報道によると「根拠を教えてもらえないんですか?」という阿部監督に対して、審判団は「リプレーの結果については抗議できません」という問答だったようだ。それでも食い下がる阿部監督に吉本審判員が「抗議できませんよ」と警告したが、阿部監督は「分かっています」と返答してベンチに戻ろうとしなかった。これに吉本審判員が「監督、これ以上、言ったらダメですからね。退場ですよ」と通告。阿部監督は「はい」と納得して退場になったという。巨人の監督の退場は1974年の川上哲治監督以来、実に51年振りの出来事だったという。
指揮官なき試合は二岡智宏ヘッドコーチが監督代行を務めて続行されたが、巨人は0対1で敗れた。

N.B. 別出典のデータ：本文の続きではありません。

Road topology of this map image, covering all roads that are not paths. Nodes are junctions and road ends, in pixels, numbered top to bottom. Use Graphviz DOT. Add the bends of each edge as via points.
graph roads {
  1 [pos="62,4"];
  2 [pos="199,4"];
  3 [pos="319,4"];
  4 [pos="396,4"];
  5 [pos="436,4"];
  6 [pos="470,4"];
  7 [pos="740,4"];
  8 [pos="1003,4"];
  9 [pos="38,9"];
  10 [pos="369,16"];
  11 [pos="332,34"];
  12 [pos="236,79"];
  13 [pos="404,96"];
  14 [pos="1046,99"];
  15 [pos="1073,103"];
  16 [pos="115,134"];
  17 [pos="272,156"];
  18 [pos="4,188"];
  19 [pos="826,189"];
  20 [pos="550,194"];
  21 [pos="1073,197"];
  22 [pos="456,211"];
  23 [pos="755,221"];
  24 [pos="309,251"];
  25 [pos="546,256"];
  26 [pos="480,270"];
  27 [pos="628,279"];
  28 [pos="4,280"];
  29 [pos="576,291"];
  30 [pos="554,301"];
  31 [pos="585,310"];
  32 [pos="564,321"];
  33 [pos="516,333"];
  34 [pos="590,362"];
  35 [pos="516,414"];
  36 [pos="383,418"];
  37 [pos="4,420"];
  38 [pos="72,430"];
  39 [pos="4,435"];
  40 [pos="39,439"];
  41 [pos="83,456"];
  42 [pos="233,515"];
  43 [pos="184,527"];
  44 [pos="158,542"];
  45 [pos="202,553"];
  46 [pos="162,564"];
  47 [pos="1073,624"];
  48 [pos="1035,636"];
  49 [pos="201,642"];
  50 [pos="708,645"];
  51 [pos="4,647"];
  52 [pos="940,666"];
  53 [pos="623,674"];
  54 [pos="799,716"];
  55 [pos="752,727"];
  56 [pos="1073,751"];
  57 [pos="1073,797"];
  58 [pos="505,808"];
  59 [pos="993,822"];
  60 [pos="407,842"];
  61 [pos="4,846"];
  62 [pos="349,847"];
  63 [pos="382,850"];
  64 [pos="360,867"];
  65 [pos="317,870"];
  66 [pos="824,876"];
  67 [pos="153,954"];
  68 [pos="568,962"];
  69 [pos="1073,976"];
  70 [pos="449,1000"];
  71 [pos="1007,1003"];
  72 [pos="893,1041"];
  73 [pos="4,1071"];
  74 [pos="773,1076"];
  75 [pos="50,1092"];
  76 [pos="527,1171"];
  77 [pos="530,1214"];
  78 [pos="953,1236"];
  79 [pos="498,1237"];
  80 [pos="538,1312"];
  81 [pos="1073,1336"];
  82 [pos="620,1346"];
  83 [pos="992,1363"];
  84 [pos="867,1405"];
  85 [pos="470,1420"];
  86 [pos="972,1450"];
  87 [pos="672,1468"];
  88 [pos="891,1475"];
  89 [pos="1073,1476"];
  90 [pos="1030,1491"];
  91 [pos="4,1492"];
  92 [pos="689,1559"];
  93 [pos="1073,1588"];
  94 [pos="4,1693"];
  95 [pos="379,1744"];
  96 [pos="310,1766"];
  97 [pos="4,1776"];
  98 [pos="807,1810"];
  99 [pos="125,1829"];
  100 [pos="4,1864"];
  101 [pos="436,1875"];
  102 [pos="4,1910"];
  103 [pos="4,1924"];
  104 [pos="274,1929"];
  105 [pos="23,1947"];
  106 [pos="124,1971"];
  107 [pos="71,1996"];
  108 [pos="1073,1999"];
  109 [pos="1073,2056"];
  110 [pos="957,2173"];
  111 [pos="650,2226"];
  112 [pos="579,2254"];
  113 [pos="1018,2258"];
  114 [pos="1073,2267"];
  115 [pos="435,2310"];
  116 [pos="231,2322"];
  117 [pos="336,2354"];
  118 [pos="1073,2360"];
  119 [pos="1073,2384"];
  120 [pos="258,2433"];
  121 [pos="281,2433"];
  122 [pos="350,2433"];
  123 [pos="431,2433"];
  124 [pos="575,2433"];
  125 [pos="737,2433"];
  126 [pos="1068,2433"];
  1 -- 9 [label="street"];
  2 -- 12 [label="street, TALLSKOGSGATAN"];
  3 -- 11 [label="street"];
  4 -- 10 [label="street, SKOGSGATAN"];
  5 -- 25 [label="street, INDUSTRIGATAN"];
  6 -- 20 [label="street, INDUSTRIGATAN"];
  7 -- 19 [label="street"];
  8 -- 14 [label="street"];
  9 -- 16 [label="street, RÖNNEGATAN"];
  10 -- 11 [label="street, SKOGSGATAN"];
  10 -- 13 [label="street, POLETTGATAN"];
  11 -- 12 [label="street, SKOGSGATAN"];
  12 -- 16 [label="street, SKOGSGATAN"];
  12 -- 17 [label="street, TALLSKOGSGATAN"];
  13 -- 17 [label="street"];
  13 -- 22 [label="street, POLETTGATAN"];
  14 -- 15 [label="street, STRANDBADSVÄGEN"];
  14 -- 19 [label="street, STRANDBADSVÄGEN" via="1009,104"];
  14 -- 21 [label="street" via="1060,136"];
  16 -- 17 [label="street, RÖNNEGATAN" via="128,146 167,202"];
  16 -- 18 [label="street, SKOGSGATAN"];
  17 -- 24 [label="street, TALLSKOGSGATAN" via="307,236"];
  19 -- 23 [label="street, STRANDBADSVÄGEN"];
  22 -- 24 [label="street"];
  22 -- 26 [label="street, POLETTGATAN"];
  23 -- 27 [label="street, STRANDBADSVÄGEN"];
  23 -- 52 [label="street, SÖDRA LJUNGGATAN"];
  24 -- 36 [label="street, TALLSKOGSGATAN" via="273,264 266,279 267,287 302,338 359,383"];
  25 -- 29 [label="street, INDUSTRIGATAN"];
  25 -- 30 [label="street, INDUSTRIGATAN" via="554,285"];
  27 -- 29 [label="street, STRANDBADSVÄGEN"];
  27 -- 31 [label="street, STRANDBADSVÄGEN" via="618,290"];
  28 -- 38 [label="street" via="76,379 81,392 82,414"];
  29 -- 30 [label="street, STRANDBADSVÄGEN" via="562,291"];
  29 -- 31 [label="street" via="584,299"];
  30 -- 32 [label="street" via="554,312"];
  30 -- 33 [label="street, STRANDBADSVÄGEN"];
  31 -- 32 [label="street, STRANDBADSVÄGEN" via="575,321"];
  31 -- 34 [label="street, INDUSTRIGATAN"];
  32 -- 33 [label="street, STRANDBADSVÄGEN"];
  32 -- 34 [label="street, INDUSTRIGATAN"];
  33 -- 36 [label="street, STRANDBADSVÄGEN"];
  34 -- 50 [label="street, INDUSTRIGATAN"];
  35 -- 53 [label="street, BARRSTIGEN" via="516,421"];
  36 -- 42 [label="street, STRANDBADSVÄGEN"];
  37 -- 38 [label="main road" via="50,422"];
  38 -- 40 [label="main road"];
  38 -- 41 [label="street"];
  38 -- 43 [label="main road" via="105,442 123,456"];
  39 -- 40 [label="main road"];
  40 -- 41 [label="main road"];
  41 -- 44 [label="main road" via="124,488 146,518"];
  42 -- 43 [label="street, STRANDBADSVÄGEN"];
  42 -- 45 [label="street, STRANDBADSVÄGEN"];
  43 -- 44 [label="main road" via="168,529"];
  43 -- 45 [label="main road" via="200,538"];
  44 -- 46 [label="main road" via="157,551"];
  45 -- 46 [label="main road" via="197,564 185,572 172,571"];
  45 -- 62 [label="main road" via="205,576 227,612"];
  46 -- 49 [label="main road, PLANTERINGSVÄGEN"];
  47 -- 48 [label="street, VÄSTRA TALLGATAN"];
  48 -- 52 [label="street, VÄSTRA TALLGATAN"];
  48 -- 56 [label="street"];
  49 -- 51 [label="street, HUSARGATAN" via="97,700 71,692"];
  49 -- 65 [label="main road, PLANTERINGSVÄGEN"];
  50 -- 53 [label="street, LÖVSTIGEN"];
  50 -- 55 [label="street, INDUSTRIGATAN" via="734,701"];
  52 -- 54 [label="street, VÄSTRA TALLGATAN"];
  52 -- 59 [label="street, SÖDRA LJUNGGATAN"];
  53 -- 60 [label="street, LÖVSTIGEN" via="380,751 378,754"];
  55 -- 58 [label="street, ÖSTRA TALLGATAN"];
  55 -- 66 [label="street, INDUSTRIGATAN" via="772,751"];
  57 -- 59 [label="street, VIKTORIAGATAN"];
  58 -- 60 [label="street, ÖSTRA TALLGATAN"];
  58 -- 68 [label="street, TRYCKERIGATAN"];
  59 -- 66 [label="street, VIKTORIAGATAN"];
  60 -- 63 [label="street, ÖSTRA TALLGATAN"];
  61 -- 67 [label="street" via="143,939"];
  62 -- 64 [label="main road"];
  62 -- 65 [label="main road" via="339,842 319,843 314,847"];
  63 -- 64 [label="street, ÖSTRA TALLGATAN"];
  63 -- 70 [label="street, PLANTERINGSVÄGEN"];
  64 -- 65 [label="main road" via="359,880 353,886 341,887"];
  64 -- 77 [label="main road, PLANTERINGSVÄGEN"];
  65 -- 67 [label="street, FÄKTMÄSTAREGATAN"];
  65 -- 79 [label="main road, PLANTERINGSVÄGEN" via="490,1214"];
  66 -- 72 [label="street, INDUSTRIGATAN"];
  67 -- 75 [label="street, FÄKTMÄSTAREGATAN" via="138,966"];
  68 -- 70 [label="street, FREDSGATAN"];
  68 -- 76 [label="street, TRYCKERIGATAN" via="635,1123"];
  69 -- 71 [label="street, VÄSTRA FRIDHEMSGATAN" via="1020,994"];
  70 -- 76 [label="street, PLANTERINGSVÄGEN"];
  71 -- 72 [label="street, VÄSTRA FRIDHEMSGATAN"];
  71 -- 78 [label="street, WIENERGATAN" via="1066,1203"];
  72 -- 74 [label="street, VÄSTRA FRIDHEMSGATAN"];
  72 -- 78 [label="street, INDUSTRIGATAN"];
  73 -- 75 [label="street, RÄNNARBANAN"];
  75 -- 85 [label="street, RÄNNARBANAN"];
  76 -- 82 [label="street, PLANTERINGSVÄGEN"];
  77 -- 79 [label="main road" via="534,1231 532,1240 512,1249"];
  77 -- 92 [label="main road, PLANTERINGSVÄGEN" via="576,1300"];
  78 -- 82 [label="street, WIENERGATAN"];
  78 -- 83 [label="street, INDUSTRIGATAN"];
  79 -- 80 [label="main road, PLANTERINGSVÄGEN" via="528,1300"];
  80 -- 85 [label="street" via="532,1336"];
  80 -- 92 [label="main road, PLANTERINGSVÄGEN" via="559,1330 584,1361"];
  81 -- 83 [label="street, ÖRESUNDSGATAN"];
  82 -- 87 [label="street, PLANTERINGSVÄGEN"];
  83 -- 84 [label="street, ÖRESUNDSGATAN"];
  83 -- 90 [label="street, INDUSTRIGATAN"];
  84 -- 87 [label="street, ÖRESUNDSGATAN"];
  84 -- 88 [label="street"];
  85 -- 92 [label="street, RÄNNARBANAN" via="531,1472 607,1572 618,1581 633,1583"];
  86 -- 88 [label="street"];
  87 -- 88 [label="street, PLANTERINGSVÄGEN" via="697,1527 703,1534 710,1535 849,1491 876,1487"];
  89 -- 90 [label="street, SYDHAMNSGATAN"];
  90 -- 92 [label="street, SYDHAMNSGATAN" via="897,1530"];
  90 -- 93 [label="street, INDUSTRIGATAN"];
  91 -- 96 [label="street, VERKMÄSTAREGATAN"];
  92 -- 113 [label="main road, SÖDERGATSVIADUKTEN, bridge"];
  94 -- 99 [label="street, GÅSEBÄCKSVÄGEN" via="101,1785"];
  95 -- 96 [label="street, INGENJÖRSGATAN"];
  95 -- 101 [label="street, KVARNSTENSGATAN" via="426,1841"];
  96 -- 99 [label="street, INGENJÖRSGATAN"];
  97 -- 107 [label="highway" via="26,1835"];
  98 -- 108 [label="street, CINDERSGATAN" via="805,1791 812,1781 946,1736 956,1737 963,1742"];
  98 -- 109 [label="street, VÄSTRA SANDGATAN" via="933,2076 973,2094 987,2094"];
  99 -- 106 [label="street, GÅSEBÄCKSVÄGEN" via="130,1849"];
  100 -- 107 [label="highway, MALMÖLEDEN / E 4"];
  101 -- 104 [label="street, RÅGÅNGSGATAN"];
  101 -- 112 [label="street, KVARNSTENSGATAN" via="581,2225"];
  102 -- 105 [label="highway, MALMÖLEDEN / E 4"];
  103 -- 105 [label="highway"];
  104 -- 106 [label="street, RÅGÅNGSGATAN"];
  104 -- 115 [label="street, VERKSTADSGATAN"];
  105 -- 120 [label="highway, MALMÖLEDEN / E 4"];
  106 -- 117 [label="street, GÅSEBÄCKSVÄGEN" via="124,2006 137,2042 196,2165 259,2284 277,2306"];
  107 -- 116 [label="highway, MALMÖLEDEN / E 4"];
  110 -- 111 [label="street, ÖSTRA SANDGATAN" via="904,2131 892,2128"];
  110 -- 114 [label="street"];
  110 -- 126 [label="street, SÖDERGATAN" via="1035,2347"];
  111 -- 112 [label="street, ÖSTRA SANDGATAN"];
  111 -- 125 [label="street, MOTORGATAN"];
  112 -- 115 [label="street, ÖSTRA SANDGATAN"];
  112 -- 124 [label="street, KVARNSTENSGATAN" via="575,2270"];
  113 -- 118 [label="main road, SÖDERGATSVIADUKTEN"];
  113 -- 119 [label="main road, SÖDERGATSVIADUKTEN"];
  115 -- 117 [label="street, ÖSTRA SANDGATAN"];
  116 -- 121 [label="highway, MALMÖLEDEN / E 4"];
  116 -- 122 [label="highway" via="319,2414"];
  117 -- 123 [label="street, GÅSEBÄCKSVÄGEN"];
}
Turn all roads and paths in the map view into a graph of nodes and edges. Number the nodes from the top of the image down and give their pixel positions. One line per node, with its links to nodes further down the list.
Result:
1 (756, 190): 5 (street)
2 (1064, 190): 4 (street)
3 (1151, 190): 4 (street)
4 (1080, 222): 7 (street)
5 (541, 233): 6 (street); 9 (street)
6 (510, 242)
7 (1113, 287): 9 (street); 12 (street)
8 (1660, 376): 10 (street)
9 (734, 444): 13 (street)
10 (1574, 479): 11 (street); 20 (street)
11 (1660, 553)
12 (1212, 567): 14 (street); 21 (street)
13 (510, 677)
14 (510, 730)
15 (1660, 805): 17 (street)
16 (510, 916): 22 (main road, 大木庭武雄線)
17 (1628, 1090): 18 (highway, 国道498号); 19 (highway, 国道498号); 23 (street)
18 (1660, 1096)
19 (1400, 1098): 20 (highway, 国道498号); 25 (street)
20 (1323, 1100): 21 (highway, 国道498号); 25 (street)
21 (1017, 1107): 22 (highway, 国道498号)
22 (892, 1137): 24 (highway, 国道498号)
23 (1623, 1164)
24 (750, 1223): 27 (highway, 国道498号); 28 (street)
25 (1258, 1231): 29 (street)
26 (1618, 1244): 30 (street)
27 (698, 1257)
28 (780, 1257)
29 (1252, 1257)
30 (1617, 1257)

アグリーメントには「リプレー検証によって出たすべての決定に対して異議を唱えることは許されない」と明記され、どの監督もそんなことは十二分に承知していることだ。もちろん抗議をしたとしても、判定が覆ることはほぼ100%ないことも知っている。
それなのに阿部監督は執拗に抗議を続けている。そこが退場になることを狙った、確信犯的な抗議だったと推察する理由だ。
なぜ「退場を承知」で抗議したのか
なぜ阿部監督はそんな行動に出たのか。背景にあるのは、チームが連覇に向けてかなり危険水域に突入していたことにある。